A physician, a scientist, a visionary leader, a sports enthusiast, an athlete... Being the organiser of one of the leading world conferences in the field of personalised medicine, forensic and anthropologic genetics, Professor Dragan Primorac, M.D., Ph.D., has been bringing to Croatia distinguished scientists, including Nobel Prize laureates, for many years. This summer, the world’s scientific elite gathered in Split.


A physician − a paediatric medical doctor, a forensic expert, a geneticist. A scientist − the first Global Ambassador of Penn State University (founded in 1855), Chair of the International Affairs Committee of the American Academy of Forensic Sciences (AAFS), President of the International Society for Applied Biological Sciences (ISABS), President of the Croatian Society of Human Genetics, President of the Croatian Society of Personalised Medicine, President of the Croatian Competitiveness Cluster for Personalised Medicine, President of the Thematic Innovation Council for health and quality of life of the Republic of Croatia. A leader of the introduction of pharmacogenomics and personalised medicine into clinical practice. A visionary leader − in collaboration with the leading American healthcare institution, Mayo Clinic, St. Catherine Hospital and with the support of the AAFS, he’s been organising scientific conferences for over 20 years, which the most prominent world scientists, including Nobel Prize laureates, regularly participate in. Our interviewee, Professor Dragan Primorac, M.D., Ph.D., is all this and much more. He’s also an athlete, a sports enthusiast, a former state junior vice-champion in Taekwondo, he was inducted into the Taekwondo Hall of Fame, as a young man he trained football and athletics, so his hospital − St. Catherine Specialty Hospital, a European centre of excellence in Zabok and Zagreb, which he founded eight years ago − is the official hospital of the Croatian National Football Team and of the Croatian Olympic Committee. In addition, the AAFS has recently presented him with one of the most prestigious awards, the Mary E. Cowan Outstanding Service Award for his excellence, international renown and contribution to the development of forensic sciences. Despite all this, he’s a simple man, someone who is easy and pleasant to talk to, and whom spending time with conversing is a delight.

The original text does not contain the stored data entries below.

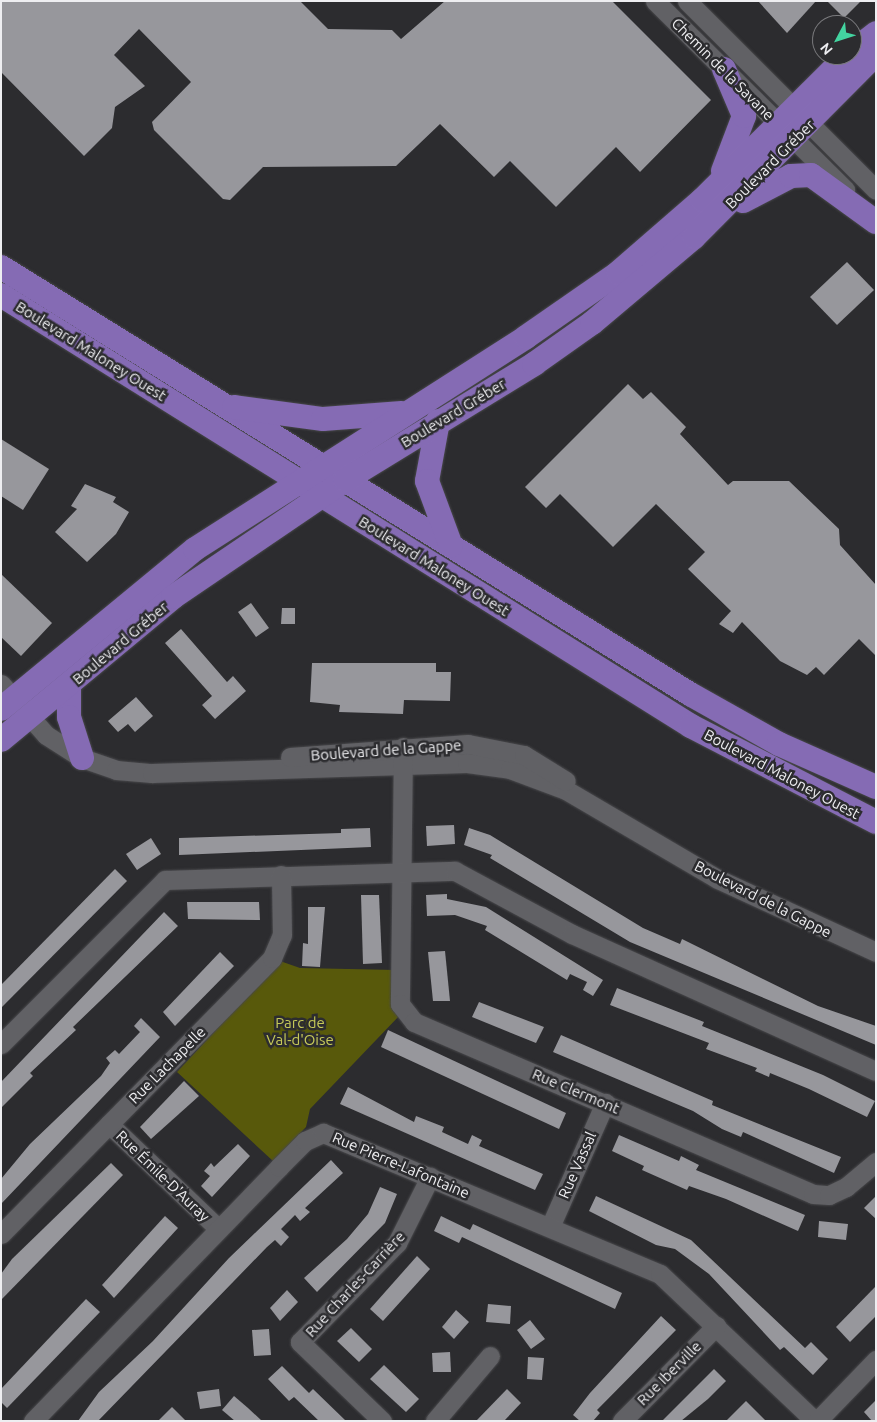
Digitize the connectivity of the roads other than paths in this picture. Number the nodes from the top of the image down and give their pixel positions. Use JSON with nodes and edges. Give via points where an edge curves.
{"nodes":[{"id":1,"x":687,"y":1,"type":"edge"},
{"id":2,"x":665,"y":4,"type":"edge"},
{"id":3,"x":876,"y":33,"type":"edge"},
{"id":4,"x":862,"y":44,"type":"edge"},
{"id":5,"x":876,"y":54,"type":"edge"},
{"id":6,"x":840,"y":65,"type":"edge"},
{"id":7,"x":724,"y":69,"type":"junction"},
{"id":8,"x":794,"y":124,"type":"junction"},
{"id":9,"x":714,"y":188,"type":"junction"},
{"id":10,"x":876,"y":190,"type":"edge"},
{"id":11,"x":717,"y":215,"type":"junction"},
{"id":12,"x":876,"y":222,"type":"edge"},
{"id":13,"x":1,"y":267,"type":"edge"},
{"id":14,"x":1,"y":295,"type":"edge"},
{"id":15,"x":224,"y":405,"type":"junction"},
{"id":16,"x":406,"y":413,"type":"junction"},
{"id":17,"x":438,"y":422,"type":"junction"},
{"id":18,"x":322,"y":466,"type":"junction"},
{"id":19,"x":298,"y":480,"type":"junction"},
{"id":20,"x":345,"y":480,"type":"junction"},
{"id":21,"x":321,"y":496,"type":"junction"},
{"id":22,"x":451,"y":546,"type":"junction"},
{"id":23,"x":69,"y":686,"type":"junction"},
{"id":24,"x":5,"y":697,"type":"edge"},
{"id":25,"x":30,"y":717,"type":"junction"},
{"id":26,"x":1,"y":740,"type":"edge"},
{"id":27,"x":403,"y":756,"type":"junction"},
{"id":28,"x":82,"y":758,"type":"junction"},
{"id":29,"x":876,"y":787,"type":"edge"},
{"id":30,"x":876,"y":822,"type":"edge"},
{"id":31,"x":404,"y":870,"type":"junction"},
{"id":32,"x":280,"y":875,"type":"junction"},
{"id":33,"x":876,"y":952,"type":"edge"},
{"id":34,"x":1,"y":1044,"type":"edge"},
{"id":35,"x":876,"y":1071,"type":"edge"},
{"id":36,"x":605,"y":1103,"type":"junction"},
{"id":37,"x":109,"y":1124,"type":"junction"},
{"id":38,"x":876,"y":1162,"type":"edge"},
{"id":39,"x":430,"y":1177,"type":"junction"},
{"id":40,"x":550,"y":1227,"type":"junction"},
{"id":41,"x":218,"y":1228,"type":"junction"},
{"id":42,"x":1,"y":1234,"type":"edge"},
{"id":43,"x":716,"y":1326,"type":"junction"},
{"id":44,"x":490,"y":1356,"type":"dead end"},
{"id":45,"x":876,"y":1360,"type":"edge"},
{"id":46,"x":33,"y":1421,"type":"edge"},
{"id":47,"x":382,"y":1421,"type":"edge"},
{"id":48,"x":435,"y":1421,"type":"edge"},
{"id":49,"x":622,"y":1421,"type":"edge"},
{"id":50,"x":816,"y":1421,"type":"edge"}],
"edges":[{"from":1,"to":8,"type":"street","name":"Chemin de la Savane"},
{"from":2,"to":7,"type":"street","name":"Chemin de la Savane"},
{"from":3,"to":4,"type":"main road"},
{"from":5,"to":8,"type":"main road","name":"Boulevard Gréber"},
{"from":6,"to":8,"type":"main road","name":"Boulevard Gréber"},
{"from":7,"to":8,"type":"street","name":"Chemin de la Savane"},
{"from":7,"to":9,"type":"main road","via":[[742,103],[743,121]]},
{"from":8,"to":9,"type":"main road","name":"Boulevard Gréber"},
{"from":8,"to":10,"type":"street","name":"Chemin de la Savane"},
{"from":8,"to":11,"type":"main road","name":"Boulevard Gréber"},
{"from":8,"to":12,"type":"street","name":"Chemin de la Savane"},
{"from":9,"to":16,"type":"main road","name":"Boulevard Gréber","via":[[618,273]]},
{"from":11,"to":12,"type":"main road","via":[[779,181],[801,174],[820,178]]},
{"from":11,"to":17,"type":"main road","name":"Boulevard Gréber","via":[[665,264],[565,344]]},
{"from":13,"to":15,"type":"main road","name":"Boulevard Maloney Ouest"},
{"from":14,"to":19,"type":"main road","name":"Boulevard Maloney Ouest"},
{"from":15,"to":16,"type":"main road","via":[[323,419]]},
{"from":15,"to":18,"type":"main road","name":"Boulevard Maloney Ouest"},
{"from":16,"to":18,"type":"main road","name":"Boulevard Gréber"},
{"from":17,"to":20,"type":"main road","name":"Boulevard Gréber"},
{"from":17,"to":22,"type":"main road","via":[[426,481]]},
{"from":18,"to":19,"type":"main road","name":"Boulevard Gréber"},
{"from":18,"to":20,"type":"main road","name":"Boulevard Maloney Ouest"},
{"from":19,"to":21,"type":"main road","name":"Boulevard Maloney Ouest"},
{"from":19,"to":24,"type":"main road","name":"Boulevard Gréber","via":[[167,570]]},
{"from":20,"to":21,"type":"main road","name":"Boulevard Gréber"},
{"from":20,"to":22,"type":"main road","name":"Boulevard Maloney Ouest"},
{"from":21,"to":23,"type":"main road","name":"Boulevard Gréber","via":[[173,597]]},
{"from":21,"to":30,"type":"main road","name":"Boulevard Maloney Ouest","via":[[709,736]]},
{"from":22,"to":29,"type":"main road","name":"Boulevard Maloney Ouest","via":[[725,714]]},
{"from":23,"to":25,"type":"main road","name":"Boulevard Gréber"},
{"from":23,"to":28,"type":"main road","via":[[69,717]]},
{"from":24,"to":25,"type":"street","name":"Boulevard de la Gappe"},
{"from":25,"to":26,"type":"main road","name":"Boulevard Gréber"},
{"from":25,"to":28,"type":"street","name":"Boulevard de la Gappe","via":[[46,735]]},
{"from":27,"to":28,"type":"street","name":"Boulevard de la Gappe","via":[[152,773],[116,770]]},
{"from":27,"to":31,"type":"street","name":"Rue Clermont"},
{"from":27,"to":33,"type":"street","name":"Boulevard de la Gappe","via":[[468,744],[510,750],[548,768],[603,809],[718,879]]},
{"from":31,"to":32,"type":"street"},
{"from":31,"to":35,"type":"street","via":[[462,873],[572,934]]},
{"from":31,"to":36,"type":"street","name":"Rue Clermont","via":[[400,1004],[409,1017]]},
{"from":32,"to":34,"type":"street","via":[[165,880]]},
{"from":32,"to":37,"type":"street","name":"Rue Lachapelle","via":[[282,935],[277,951]]},
{"from":36,"to":38,"type":"street","name":"Rue Clermont","via":[[813,1194],[829,1196],[846,1187]]},
{"from":36,"to":40,"type":"street","name":"Rue Vassal"},
{"from":37,"to":41,"type":"street","name":"Rue Émile-D'Auray"},
{"from":37,"to":42,"type":"street","name":"Rue Lachapelle"},
{"from":39,"to":40,"type":"street","name":"Rue Pierre-Lafontaine"},
{"from":39,"to":41,"type":"street","name":"Rue Pierre-Lafontaine","via":[[334,1134],[313,1135]]},
{"from":39,"to":47,"type":"street","name":"Rue Charles-Carrière","via":[[397,1244],[300,1342]]},
{"from":40,"to":43,"type":"street","name":"Rue Pierre-Lafontaine","via":[[660,1274]]},
{"from":41,"to":46,"type":"street","name":"Rue Pierre-Lafontaine"},
{"from":43,"to":49,"type":"street","name":"Rue Iberville"},
{"from":43,"to":50,"type":"street","name":"Rue Pierre-Lafontaine"},
{"from":44,"to":48,"type":"street"},
{"from":45,"to":50,"type":"street"}]}
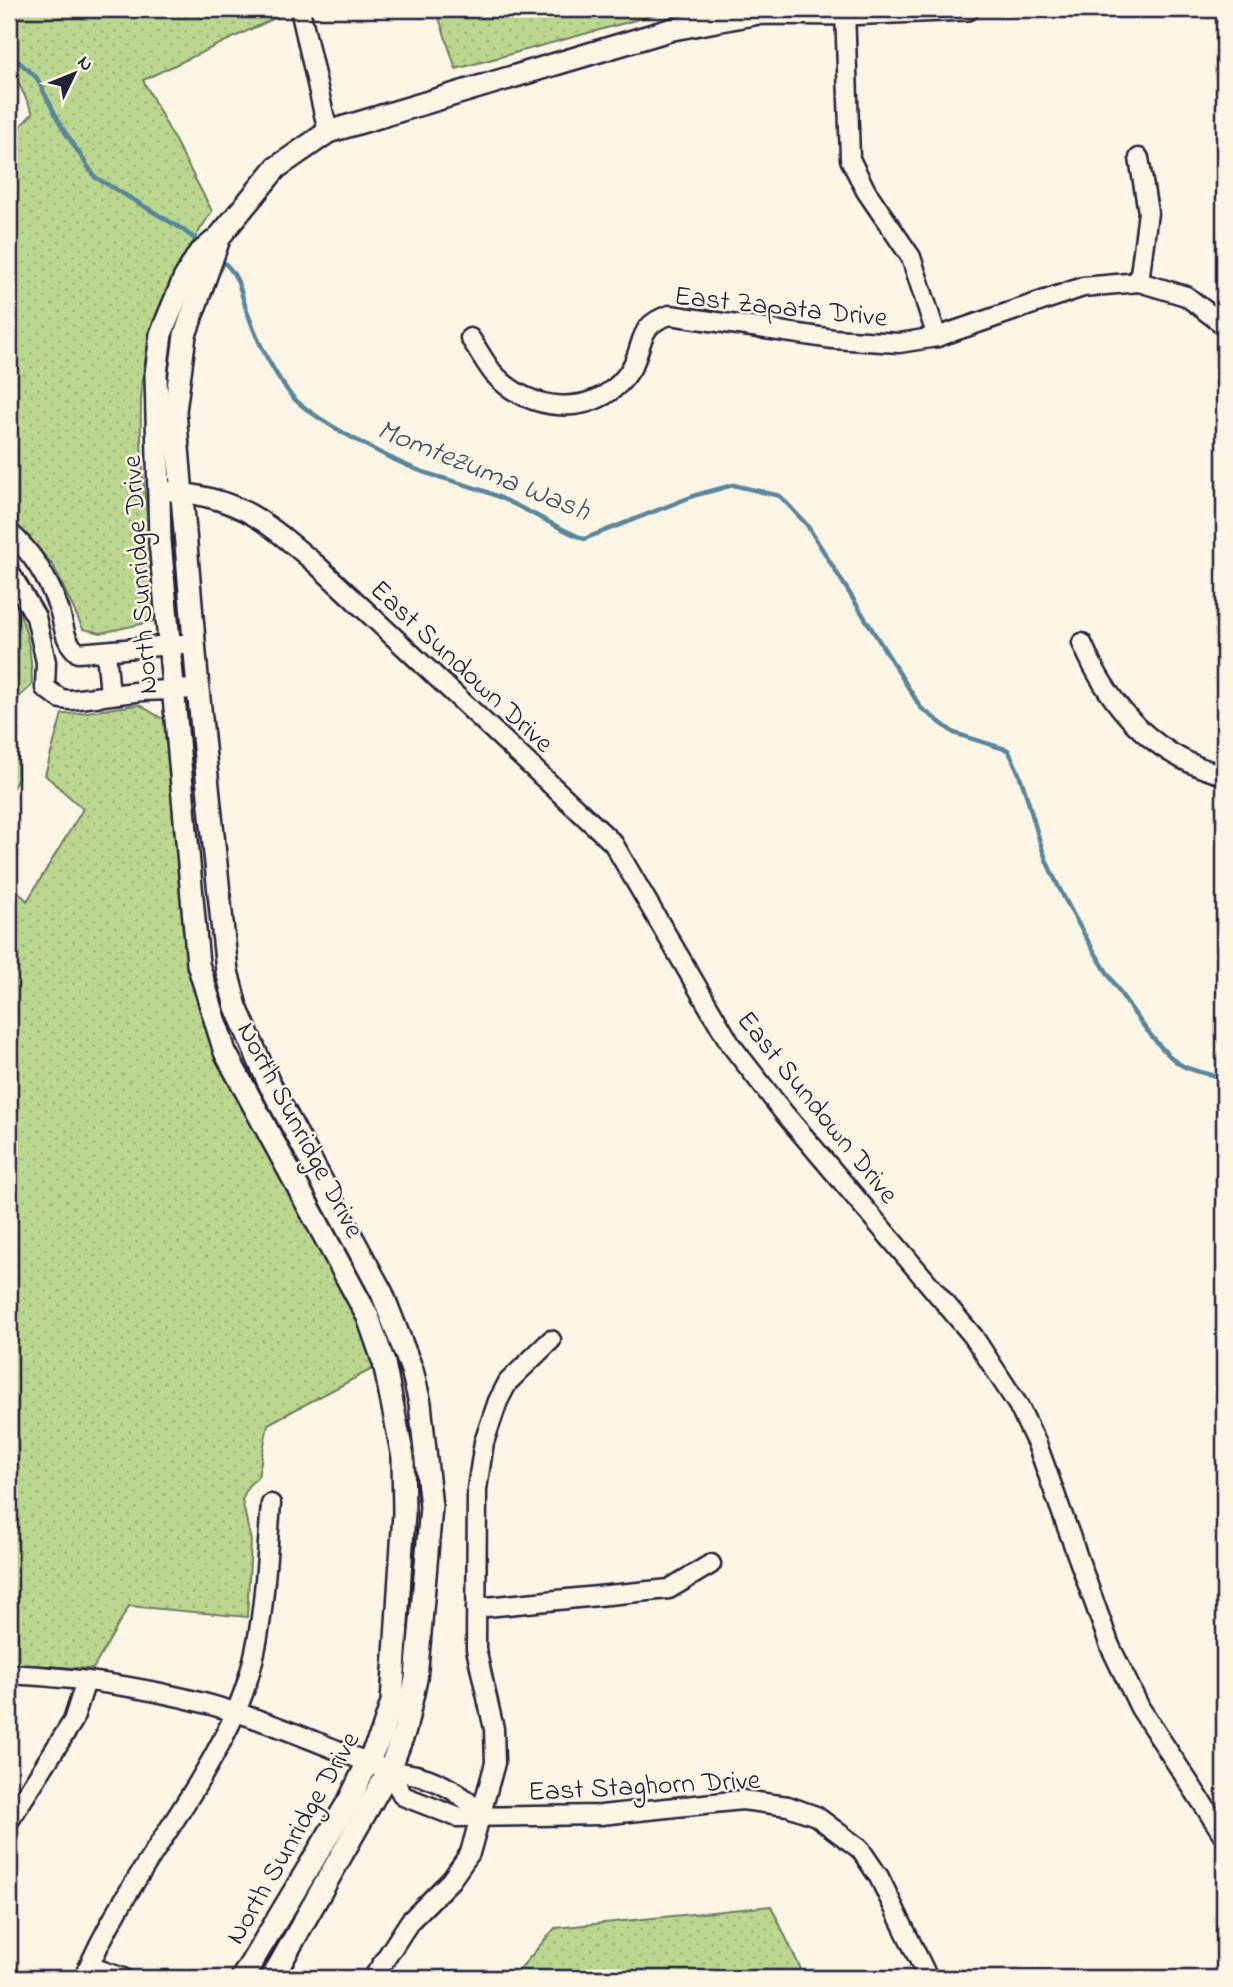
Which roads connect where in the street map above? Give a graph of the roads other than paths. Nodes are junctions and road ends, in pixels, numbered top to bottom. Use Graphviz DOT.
graph roads {
  1 [pos="300,9"];
  2 [pos="968,9"];
  3 [pos="845,11"];
  4 [pos="328,132"];
  5 [pos="1139,158"];
  6 [pos="220,236"];
  7 [pos="1139,282"];
  8 [pos="1224,325"];
  9 [pos="937,337"];
  10 [pos="470,338"];
  11 [pos="158,490"];
  12 [pos="180,492"];
  13 [pos="9,532"];
  14 [pos="9,571"];
  15 [pos="194,643"];
  16 [pos="1082,643"];
  17 [pos="70,645"];
  18 [pos="167,647"];
  19 [pos="44,652"];
  20 [pos="106,652"];
  21 [pos="198,689"];
  22 [pos="172,690"];
  23 [pos="110,694"];
  24 [pos="1224,775"];
  25 [pos="551,1340"];
  26 [pos="271,1504"];
  27 [pos="711,1564"];
  28 [pos="476,1608"];
  29 [pos="9,1674"];
  30 [pos="86,1681"];
  31 [pos="236,1712"];
  32 [pos="369,1763"];
  33 [pos="389,1771"];
  34 [pos="438,1783"];
  35 [pos="427,1806"];
  36 [pos="480,1814"];
  37 [pos="9,1821"];
  38 [pos="1224,1836"];
  39 [pos="87,1972"];
  40 [pos="124,1978"];
  41 [pos="242,1978"];
  42 [pos="272,1978"];
  43 [pos="373,1978"];
  44 [pos="928,1978"];
  1 -- 4 [label="street"];
  2 -- 3 [label="street, North Sunridge Drive"];
  3 -- 4 [label="street, North Sunridge Drive"];
  3 -- 9 [label="street"];
  4 -- 6 [label="street, North Sunridge Drive"];
  5 -- 7 [label="street"];
  6 -- 11 [label="street, North Sunridge Drive"];
  6 -- 12 [label="street, North Sunridge Drive"];
  7 -- 8 [label="street, East Zapata Drive"];
  7 -- 9 [label="street, East Zapata Drive"];
  9 -- 10 [label="street, East Zapata Drive"];
  11 -- 12 [label="street, East Sundown Drive"];
  11 -- 18 [label="street, North Sunridge Drive"];
  12 -- 15 [label="street, North Sunridge Drive"];
  12 -- 38 [label="street, East Sundown Drive"];
  13 -- 17 [label="street"];
  14 -- 19 [label="street"];
  15 -- 18 [label="street"];
  15 -- 21 [label="street, North Sunridge Drive"];
  16 -- 24 [label="street"];
  17 -- 19 [label="street"];
  17 -- 20 [label="street"];
  18 -- 20 [label="street"];
  18 -- 22 [label="street, North Sunridge Drive"];
  19 -- 23 [label="street"];
  20 -- 23 [label="street"];
  21 -- 22 [label="street"];
  21 -- 33 [label="street, North Sunridge Drive"];
  22 -- 23 [label="street"];
  22 -- 32 [label="street, North Sunridge Drive"];
  25 -- 28 [label="street"];
  26 -- 31 [label="street"];
  27 -- 28 [label="street"];
  28 -- 36 [label="street"];
  29 -- 30 [label="street"];
  30 -- 31 [label="street"];
  30 -- 37 [label="street"];
  31 -- 32 [label="street"];
  31 -- 39 [label="street"];
  32 -- 33 [label="street"];
  32 -- 41 [label="street, North Sunridge Drive"];
  33 -- 34 [label="street"];
  33 -- 35 [label="street, East Staghorn Drive"];
  33 -- 42 [label="street, North Sunridge Drive"];
  34 -- 35 [label="street"];
  34 -- 36 [label="street"];
  35 -- 36 [label="street, East Staghorn Drive"];
  36 -- 43 [label="street"];
  36 -- 44 [label="street, East Staghorn Drive"];
  39 -- 40 [label="street"];
}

There are so many things that you do and so many fields that you’re involved in that just listing them is difficult without forgetting to mention one or two. Your 2019 started with an award you’ve recently received from the American Academy of Forensic Sciences, the Mary E. Cowan Outstanding Service Award. You’ve been awarded after 26 years of work as one of the pioneers of the development of modern forensic genetics. The explanation of the decision of the Board of Directors of the AAFS reads that this year’s award was bestowed upon Prof. Primorac, M.D., Ph.D., for his excellence, international renown and contribution to the development of forensic sciences. − I take the award I was given by the American Academy of Forensic Sciences, the most respected world forensic sciences organisation, as acknowledgment of not only my work, but also the work of all my colleagues from the United States and Croatia with whom I’ve been working in the field of forensic genetics for more than 26 years. At the same time, the award is a huge incentive for me to continue doing what I do and to continue contributing to the development of forensic sciences.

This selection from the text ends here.